I wrote a short essay about my friend and mentor John Merriman for a special section of the Revue d’histoire du XIXe siècle. It appeared alongside lovely “hommages” by Michelle Perrot, Peter McPhee and Maya Jasanoff. Here is a version in English:
I met John Merriman for the first time in February, 1990. He had invited me to Yale for a job interview. To my surprise, he came to meet me himself at the New Haven train station, in his usual black leather jacket. His hair was uncombed, his shirt wrinkled, and the back seat of his car was covered with books, papers and food wrappers. In short, he did not exactly correspond to the image that I had a of a famous Yale professor, already the author of several classic works on nineteenth-century France. He did everything possible to put me at ease, chatting about his children, his wife, his students, and his beloved football team from the University of Michigan. If we had been speaking in French he would have called invited me to call him “tu” from the start. Thanks to him, the anxiety I had felt about the interview dissipated immediately. The visit went well, and I got the job.
Six months later I moved to New Haven. Needless to say, John was not there. The very idea of spending a single day of the summer vacation in the United States was entirely absurd to him. The summer was France: for the archives, and for the village of Balazuc, in the Ardèche, where the Merrimans had bought a lovely home. But as soon as he came back to Yale, he invited me over, to his apartment in Branford College, where I met the entire family. At the time, Yale, including the History Department, was a very hierarchical place. I was the youngest instructor, and untenured. Most of the full professors did not bother to get to know people at my level. But that wasn’t John Merriman. He treated everyone as an equal: his colleagues, his students, the staff. If anyone asked him for something, his response was always the same: “it would be an honor.”
This deep and instinctive sense of equality was not just a personal quality of John’s. It also suffused his work as a historian. In his books you cannot find the slightest trace of condescension for the French people whose traces he followed in the archives: not the “démoc-socs” who fought against the coup d’état of 1851, nor the workers of Limoges, nor the “terrorist” Émile Henry, nor the defenders of the Paris Commune, nor the villagers of Balazuc about whom he wrote with such tenderness.
This sense of equality was one of the three qualities which, to my eyes, distinguished John as both a historian and a person. The second was his implacable sense of justice. He never hesitated to express his forceful opinion, either in his life or his works. If he thought that his Yale colleagues had made a bad decision (and he thought so fairly often) he said so very directly. Some historians thought that his book about the Paris Commune of 1871 too often took on the tone of a brief in favor of the Communards and a denunciation of the “Versaillais.” But it was impossible for John to write the book otherwise. At one of the great moments of his professional life, receiving a Lifetime Achievement award from the American Historical Association in 2017, he raised his fist and shouted “Power to the People!” But despite the causes he obviously favored, he never twisted his sources to reach a predetermined conclusion.

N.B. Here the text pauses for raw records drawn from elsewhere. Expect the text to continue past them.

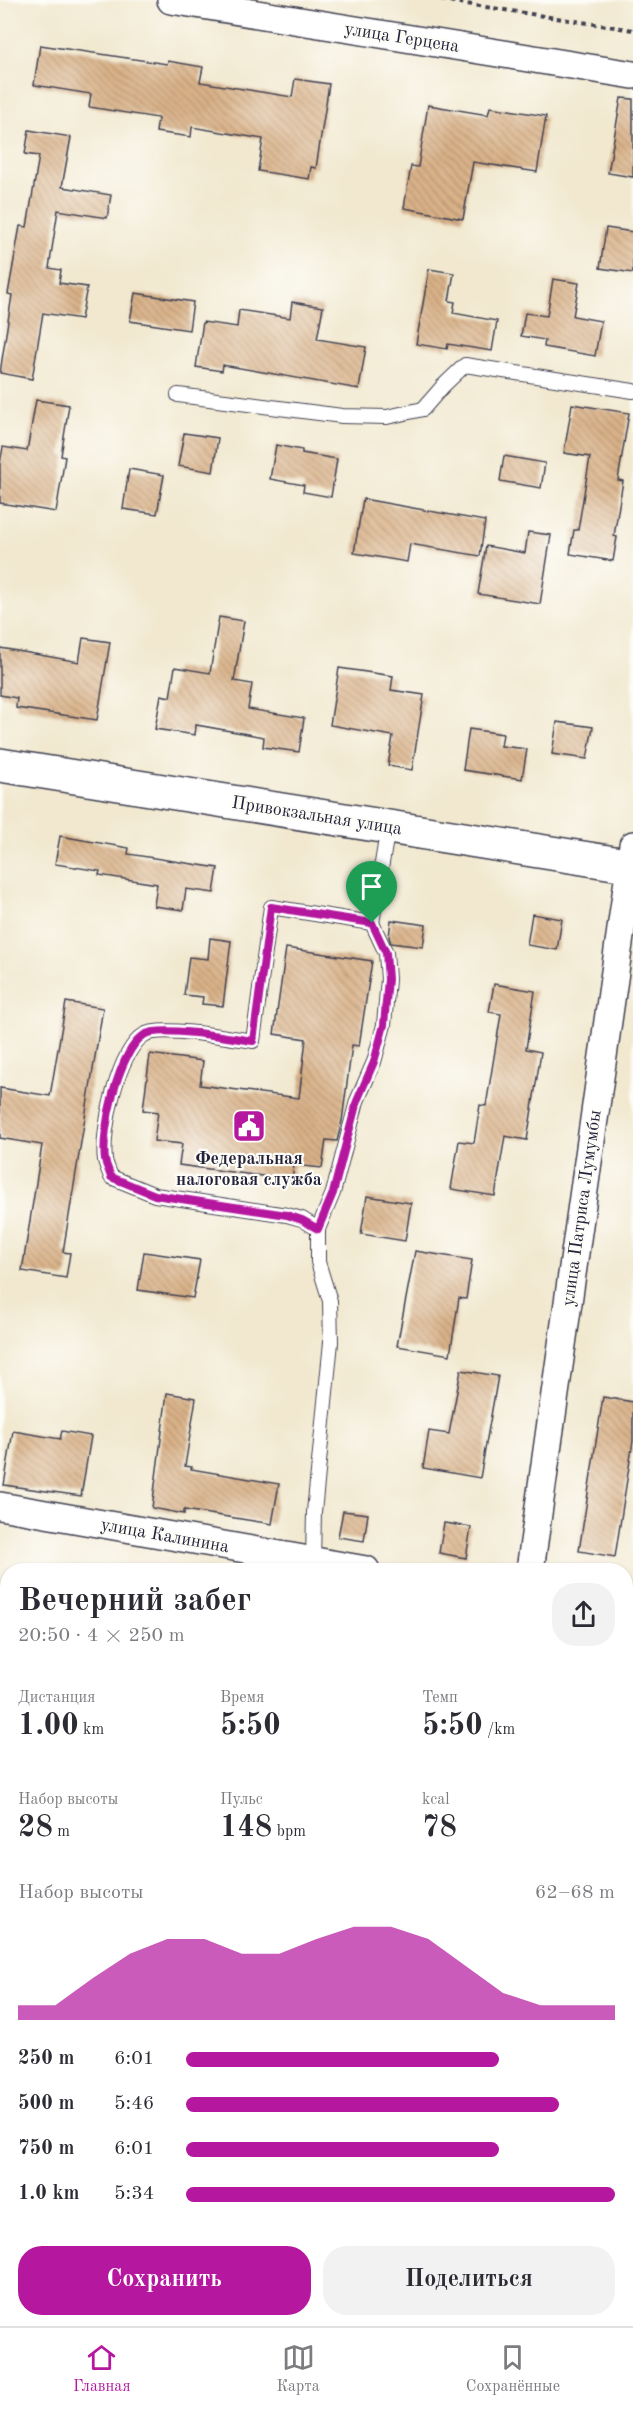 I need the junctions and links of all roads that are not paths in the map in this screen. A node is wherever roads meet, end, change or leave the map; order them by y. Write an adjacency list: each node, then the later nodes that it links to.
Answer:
1 (171, 0): 2 (street, улица Герцена)
2 (633, 75)
3 (633, 391): 4 (lane)
4 (177, 395)
5 (0, 765): 6 (street, Привокзальная улица)
6 (388, 827): 7 (street, Привокзальная улица); 8 (lane)
7 (632, 859): 13 (street, улица Патриса Лумумбы)
8 (372, 923): 9 (lane); 9 (lane)
9 (318, 1229): 11 (lane)
10 (0, 1506): 11 (street, улица Калинина)
11 (313, 1561): 12 (street, улица Калинина)
12 (325, 1563)
13 (531, 1563)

His conclusions were always well grounded.
The final quality which characterized him, entirely obvious to everyone who knew him, was enthusiasm. His appetites – for life, for history, and also for good food and drink – were enormous. It wasn’t enough for him to have worked in the majority of French departmental archives—he needed to have worked in all of them. He wrote at an almost frantic rhythm, always with loud rock music playing. In the time it would have taken me to write a chapter, he would write an entire book. But his enthusiasm was directed first and foremost towards his children, towards his beloved wife Carol, and towards his friends, and expressed itself above all as unbounded generosity. The night of the awarding of his prize, he invited all the friends who had come to the award ceremony to celebrate the occasion in his hotel room, with a case of champagne (or perhaps two, my memories are a little cloudy). In nearly all the memories I have of John Merriman, we were à table. Such a man, such a historian, leaves a great emptiness behind him.
Inspiring life. Moving tribute. Thanks for sharing these warm memories of a great man and historian.